Eunice Freitas caminha com a suavidade de uma bailarina. Figura esguia, tem no rosto os traços de menina que remetem para a imagem de Meg Ryan. Um corpo moldado ao longo de uma vida no ballet e na dança jazz. Formação que culmina na Escola Superior de Dança, em Lisboa, onde frequenta o terceiro ano. Pelo meio, ainda houve tempo para se licenciar em Comunicação Empresarial e trabalhar em publicidade. O interesse pelo teatro levou-a nos últimos anos a novos cursos e workshops, que a empurrariam para o elenco da telenovela "Morangos com Açúcar", onde interpreta, claro está, uma professora de dança e educação física. Na novela, as maquilhadoras detectam as semelhanças com Meg Ryan. Já antes um realizador inglês o tinha notado, aquando da participação da bailarina/actriz, de 27 anos, numa série policial britânica cujas filmagens também se fizeram por cá. Rendida às evidências, inscreve-se na Interfaces.

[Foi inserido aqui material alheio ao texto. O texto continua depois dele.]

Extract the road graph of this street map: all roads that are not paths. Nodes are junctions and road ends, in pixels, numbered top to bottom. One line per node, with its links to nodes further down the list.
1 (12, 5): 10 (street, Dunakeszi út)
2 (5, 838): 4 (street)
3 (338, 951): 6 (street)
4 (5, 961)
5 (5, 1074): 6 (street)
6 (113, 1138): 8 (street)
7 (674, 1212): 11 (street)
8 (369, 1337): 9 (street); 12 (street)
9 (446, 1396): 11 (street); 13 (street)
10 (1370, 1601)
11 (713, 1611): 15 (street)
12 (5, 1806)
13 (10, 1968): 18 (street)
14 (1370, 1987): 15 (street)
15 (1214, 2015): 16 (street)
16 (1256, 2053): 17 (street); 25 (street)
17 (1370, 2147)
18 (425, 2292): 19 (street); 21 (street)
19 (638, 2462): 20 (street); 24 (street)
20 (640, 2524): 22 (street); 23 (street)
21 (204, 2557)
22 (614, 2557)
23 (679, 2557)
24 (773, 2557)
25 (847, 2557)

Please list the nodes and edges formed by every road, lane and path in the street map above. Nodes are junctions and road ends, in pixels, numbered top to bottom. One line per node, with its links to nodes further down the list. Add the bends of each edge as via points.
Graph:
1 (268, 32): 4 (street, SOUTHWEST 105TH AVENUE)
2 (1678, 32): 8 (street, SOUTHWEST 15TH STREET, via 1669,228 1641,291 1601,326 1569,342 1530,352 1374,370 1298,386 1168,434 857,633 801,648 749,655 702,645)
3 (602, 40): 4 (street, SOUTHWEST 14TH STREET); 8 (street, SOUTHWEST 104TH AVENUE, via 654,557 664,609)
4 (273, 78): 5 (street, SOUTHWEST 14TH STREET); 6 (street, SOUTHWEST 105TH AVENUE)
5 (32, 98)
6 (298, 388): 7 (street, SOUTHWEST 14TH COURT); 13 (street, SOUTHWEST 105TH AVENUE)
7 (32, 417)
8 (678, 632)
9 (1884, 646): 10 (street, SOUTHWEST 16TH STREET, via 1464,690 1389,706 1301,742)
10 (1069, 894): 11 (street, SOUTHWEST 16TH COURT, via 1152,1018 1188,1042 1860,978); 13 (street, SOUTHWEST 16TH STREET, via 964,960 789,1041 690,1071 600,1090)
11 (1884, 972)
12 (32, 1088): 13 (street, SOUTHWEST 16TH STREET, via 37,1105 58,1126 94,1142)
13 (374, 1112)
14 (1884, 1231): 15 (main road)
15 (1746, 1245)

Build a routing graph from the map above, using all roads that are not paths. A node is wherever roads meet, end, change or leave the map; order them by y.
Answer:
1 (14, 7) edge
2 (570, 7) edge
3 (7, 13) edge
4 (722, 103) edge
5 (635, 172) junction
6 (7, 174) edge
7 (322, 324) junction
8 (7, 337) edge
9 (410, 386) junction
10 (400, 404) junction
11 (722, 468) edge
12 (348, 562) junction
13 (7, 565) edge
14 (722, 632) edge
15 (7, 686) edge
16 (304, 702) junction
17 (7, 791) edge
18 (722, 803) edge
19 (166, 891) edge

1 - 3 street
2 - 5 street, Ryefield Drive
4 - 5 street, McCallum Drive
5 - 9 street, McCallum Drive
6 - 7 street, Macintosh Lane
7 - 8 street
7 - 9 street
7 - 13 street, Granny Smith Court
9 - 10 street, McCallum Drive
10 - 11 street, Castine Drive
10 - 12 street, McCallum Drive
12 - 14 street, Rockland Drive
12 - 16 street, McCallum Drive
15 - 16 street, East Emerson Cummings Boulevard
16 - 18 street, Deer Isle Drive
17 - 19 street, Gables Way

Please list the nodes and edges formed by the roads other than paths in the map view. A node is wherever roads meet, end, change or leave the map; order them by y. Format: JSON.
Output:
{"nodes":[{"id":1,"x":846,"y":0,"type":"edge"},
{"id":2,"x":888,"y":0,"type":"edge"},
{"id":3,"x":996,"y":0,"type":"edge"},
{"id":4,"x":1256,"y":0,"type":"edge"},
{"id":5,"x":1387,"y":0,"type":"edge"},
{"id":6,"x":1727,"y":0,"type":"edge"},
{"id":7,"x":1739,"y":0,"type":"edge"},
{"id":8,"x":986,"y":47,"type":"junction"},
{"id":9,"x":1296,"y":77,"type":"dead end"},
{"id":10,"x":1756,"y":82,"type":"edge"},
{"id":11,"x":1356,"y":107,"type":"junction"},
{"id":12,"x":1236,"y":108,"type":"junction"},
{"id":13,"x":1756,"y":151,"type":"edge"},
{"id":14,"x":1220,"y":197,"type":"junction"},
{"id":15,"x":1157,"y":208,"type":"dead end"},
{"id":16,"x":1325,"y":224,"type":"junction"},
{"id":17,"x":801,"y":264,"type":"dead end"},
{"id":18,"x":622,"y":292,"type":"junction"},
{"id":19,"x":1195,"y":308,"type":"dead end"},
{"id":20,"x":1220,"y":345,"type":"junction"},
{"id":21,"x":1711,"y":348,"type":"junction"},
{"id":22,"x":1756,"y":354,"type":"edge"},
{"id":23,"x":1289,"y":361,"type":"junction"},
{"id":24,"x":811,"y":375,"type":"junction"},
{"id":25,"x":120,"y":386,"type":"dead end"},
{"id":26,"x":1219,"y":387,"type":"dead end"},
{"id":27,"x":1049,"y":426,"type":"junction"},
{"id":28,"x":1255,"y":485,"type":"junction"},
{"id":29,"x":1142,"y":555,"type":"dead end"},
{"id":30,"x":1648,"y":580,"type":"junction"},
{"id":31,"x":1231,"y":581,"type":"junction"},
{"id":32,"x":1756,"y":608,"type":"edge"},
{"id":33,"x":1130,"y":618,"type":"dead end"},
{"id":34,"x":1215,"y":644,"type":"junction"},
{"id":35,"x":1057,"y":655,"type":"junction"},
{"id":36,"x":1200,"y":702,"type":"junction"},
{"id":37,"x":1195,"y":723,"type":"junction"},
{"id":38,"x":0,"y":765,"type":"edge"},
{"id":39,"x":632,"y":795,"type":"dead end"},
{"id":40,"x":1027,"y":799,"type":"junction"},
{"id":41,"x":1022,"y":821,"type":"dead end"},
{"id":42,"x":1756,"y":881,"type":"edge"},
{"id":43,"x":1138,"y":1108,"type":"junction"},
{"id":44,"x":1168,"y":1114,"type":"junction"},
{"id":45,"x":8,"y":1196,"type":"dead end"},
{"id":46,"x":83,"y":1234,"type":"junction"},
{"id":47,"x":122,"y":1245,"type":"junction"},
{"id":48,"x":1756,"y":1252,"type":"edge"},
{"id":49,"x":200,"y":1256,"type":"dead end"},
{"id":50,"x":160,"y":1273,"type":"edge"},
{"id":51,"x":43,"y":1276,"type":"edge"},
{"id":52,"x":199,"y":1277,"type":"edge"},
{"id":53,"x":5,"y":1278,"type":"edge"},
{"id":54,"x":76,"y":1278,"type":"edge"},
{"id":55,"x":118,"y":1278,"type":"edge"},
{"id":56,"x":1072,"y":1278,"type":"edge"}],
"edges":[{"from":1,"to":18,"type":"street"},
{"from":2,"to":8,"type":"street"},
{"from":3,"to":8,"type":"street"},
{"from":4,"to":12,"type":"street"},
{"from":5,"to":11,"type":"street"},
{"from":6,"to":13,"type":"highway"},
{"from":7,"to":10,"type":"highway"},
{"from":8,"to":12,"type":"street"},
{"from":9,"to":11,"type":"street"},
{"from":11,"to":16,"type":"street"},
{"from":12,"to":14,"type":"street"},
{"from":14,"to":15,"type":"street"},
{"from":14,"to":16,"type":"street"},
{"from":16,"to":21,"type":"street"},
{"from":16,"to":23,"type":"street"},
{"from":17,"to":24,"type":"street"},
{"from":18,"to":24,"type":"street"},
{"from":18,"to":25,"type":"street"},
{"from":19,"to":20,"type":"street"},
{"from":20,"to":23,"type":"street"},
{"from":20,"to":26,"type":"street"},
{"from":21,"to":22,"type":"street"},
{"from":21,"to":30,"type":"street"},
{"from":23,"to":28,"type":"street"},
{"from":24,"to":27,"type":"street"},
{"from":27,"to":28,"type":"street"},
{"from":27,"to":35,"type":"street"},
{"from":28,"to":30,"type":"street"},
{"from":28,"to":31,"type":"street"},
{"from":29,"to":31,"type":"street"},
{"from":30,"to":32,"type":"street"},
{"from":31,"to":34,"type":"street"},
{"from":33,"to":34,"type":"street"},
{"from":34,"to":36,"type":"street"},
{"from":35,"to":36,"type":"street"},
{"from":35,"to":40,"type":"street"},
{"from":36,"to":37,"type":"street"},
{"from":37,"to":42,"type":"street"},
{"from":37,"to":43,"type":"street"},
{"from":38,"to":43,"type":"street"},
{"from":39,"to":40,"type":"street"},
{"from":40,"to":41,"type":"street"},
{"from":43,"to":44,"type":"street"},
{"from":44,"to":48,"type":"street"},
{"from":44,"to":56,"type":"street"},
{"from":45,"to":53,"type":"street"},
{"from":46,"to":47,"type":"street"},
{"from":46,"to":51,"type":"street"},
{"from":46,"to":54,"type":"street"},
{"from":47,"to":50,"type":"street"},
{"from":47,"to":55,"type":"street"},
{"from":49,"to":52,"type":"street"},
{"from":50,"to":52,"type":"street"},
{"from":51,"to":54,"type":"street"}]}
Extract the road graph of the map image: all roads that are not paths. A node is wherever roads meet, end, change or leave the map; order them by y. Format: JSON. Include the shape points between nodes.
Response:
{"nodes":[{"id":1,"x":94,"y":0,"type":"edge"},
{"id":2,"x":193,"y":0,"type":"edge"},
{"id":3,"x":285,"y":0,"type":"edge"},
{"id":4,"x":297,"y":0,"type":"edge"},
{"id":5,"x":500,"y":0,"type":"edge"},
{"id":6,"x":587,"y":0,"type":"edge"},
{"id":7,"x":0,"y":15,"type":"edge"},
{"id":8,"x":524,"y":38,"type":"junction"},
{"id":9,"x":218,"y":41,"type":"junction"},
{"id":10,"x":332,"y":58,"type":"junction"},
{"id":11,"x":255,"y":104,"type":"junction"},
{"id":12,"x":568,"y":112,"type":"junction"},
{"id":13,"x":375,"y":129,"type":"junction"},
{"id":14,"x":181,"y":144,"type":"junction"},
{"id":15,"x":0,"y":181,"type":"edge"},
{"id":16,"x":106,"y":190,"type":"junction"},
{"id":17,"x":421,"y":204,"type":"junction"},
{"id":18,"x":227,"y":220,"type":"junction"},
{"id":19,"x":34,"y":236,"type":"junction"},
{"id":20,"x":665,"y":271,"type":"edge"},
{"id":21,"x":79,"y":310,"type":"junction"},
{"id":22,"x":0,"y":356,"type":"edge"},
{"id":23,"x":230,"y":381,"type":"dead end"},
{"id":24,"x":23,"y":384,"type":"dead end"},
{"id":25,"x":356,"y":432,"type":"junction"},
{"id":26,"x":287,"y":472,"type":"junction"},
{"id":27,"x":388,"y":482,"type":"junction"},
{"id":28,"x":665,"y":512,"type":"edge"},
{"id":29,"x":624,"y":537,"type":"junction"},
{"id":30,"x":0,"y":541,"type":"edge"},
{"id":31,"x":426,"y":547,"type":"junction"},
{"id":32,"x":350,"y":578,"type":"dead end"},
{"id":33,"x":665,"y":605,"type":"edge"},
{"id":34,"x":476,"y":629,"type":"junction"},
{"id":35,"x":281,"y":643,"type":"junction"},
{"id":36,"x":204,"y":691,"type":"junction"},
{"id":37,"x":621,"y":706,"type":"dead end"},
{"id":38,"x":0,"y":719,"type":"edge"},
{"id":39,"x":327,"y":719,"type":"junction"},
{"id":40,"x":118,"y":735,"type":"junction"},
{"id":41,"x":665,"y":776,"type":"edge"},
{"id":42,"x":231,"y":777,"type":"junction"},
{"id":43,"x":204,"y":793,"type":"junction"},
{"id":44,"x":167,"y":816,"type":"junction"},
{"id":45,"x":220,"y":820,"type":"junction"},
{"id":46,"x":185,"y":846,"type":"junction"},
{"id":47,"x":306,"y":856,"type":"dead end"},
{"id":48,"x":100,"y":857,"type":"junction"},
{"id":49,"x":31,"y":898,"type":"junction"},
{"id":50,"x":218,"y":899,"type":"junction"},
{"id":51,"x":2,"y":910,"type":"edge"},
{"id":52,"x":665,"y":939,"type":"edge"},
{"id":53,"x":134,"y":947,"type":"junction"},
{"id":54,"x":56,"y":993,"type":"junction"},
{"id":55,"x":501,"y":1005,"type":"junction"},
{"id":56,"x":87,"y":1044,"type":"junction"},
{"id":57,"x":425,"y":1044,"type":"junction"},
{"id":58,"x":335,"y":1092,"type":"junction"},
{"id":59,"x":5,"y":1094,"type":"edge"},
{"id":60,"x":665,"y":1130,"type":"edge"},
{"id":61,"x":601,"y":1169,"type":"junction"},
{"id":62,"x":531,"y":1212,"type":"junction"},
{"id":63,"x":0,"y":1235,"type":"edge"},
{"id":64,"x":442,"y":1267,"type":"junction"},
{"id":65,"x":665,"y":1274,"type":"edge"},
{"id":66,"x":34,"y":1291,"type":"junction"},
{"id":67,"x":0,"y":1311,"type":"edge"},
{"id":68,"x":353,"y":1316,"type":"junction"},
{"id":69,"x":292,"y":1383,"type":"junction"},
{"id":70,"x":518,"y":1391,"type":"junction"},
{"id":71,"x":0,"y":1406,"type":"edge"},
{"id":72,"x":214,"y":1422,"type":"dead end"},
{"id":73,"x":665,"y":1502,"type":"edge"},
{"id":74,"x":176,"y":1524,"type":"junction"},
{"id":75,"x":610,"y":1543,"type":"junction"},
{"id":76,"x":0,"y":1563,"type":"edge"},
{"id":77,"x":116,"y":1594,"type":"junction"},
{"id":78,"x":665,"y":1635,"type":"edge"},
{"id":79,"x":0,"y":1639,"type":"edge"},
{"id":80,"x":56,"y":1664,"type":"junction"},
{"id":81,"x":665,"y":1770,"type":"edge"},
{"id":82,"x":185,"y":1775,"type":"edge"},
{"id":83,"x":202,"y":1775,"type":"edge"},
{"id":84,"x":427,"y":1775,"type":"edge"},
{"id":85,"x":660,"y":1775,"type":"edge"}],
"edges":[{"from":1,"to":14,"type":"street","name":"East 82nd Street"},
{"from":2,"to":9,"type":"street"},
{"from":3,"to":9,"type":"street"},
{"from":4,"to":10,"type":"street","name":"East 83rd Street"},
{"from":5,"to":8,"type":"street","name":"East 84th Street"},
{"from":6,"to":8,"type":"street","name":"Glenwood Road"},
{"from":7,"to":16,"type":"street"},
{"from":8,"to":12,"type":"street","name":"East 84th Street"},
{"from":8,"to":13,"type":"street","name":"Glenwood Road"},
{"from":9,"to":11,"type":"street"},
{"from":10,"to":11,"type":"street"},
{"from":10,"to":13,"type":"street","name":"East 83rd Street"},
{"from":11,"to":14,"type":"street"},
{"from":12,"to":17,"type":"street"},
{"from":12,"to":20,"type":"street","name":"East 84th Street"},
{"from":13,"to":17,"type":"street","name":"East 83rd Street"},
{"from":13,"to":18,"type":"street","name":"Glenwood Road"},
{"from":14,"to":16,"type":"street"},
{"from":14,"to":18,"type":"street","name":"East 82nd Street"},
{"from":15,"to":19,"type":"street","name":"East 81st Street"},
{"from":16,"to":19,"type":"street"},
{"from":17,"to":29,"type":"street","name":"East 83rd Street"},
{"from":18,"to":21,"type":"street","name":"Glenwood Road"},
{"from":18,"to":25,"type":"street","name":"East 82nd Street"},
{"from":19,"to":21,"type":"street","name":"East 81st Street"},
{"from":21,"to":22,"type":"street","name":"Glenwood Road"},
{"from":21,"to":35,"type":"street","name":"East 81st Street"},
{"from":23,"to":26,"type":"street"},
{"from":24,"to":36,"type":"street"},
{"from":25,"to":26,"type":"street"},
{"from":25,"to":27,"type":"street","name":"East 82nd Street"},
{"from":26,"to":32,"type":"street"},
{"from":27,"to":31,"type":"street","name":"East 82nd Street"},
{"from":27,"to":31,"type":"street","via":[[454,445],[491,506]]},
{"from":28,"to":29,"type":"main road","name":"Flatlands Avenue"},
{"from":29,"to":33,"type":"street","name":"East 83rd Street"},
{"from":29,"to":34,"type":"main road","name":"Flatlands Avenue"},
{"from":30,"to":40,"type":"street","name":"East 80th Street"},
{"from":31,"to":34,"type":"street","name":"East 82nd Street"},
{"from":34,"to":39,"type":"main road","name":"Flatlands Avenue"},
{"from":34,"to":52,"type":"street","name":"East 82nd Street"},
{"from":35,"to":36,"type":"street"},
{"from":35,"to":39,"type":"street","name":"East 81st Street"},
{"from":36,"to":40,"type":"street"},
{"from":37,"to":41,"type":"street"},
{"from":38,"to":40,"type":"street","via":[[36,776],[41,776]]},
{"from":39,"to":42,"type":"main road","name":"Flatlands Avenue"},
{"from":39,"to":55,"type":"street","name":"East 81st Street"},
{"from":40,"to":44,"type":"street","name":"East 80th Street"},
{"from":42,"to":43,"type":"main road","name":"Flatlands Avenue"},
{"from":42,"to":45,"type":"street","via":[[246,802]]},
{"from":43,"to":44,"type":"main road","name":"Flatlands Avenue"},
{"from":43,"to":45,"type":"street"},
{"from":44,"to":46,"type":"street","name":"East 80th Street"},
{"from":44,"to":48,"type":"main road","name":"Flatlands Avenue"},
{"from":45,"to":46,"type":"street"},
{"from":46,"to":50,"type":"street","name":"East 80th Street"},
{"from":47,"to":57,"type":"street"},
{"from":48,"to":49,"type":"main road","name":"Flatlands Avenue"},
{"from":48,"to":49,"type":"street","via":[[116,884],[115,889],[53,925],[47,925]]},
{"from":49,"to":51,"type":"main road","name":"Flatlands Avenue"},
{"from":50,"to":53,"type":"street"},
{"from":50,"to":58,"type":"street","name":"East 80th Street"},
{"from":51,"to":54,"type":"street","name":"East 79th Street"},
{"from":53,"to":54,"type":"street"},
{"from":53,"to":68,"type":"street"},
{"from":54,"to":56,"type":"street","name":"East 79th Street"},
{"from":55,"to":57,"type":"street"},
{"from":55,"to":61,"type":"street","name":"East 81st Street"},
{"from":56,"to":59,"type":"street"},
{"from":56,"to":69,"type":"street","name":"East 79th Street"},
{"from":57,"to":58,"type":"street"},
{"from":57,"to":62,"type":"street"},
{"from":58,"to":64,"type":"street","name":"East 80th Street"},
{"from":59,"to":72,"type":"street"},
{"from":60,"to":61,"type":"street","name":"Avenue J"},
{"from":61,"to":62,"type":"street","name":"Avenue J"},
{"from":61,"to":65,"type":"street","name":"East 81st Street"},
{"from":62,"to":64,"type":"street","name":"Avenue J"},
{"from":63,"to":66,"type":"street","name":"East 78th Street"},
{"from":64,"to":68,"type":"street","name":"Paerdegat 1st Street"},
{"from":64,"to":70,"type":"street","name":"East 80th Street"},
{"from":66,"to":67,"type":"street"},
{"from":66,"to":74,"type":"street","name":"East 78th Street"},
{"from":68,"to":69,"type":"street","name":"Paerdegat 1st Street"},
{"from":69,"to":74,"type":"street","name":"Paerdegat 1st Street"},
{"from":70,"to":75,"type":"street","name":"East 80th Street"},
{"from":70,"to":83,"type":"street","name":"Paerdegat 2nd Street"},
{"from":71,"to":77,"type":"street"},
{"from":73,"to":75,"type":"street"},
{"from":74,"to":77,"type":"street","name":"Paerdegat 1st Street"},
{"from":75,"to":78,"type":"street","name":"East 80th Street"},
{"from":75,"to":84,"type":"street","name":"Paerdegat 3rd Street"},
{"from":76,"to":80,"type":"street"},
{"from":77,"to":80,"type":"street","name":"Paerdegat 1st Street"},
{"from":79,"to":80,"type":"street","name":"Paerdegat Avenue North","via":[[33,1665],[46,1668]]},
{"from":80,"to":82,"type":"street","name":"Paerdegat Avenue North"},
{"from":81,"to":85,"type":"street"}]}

Mas Eunice também é Sky Paris. A bailarina iniciou em Abril, no Casino Lisboa, uma série de duetos eróticos. Espectáculos curtos, para os quais criou esta personagem que chama de "neo pin-up". "Recriamos num dueto uma fantasia, em 12, 15 minutos. Ali junto as duas coisas, o acting e a dança", explica. A "Fantasy" seguiu-se "Dreambodies", espectáculo que percorreu as noites de Agosto no Arena Lounge, esse imenso playground onde brinca e seduz na pele de uma naughty girl.

A tudo isto, Eunice acrescenta o sonho de reabilitar o degradado Cinema Paris. Projecto que terá de reunir investidores e que pretende apresentar à autarquia lisboeta, para criar no velho cinema um espaço de formação e espectáculo para artistas que conjugue as vertentes de dança, voz e interpretação. "Sinto uma grande discrepância no meio artístico. Onde temos um espaço que reúna os que dancem, cantem e representem? Falta um lugar de encontro dos artistas."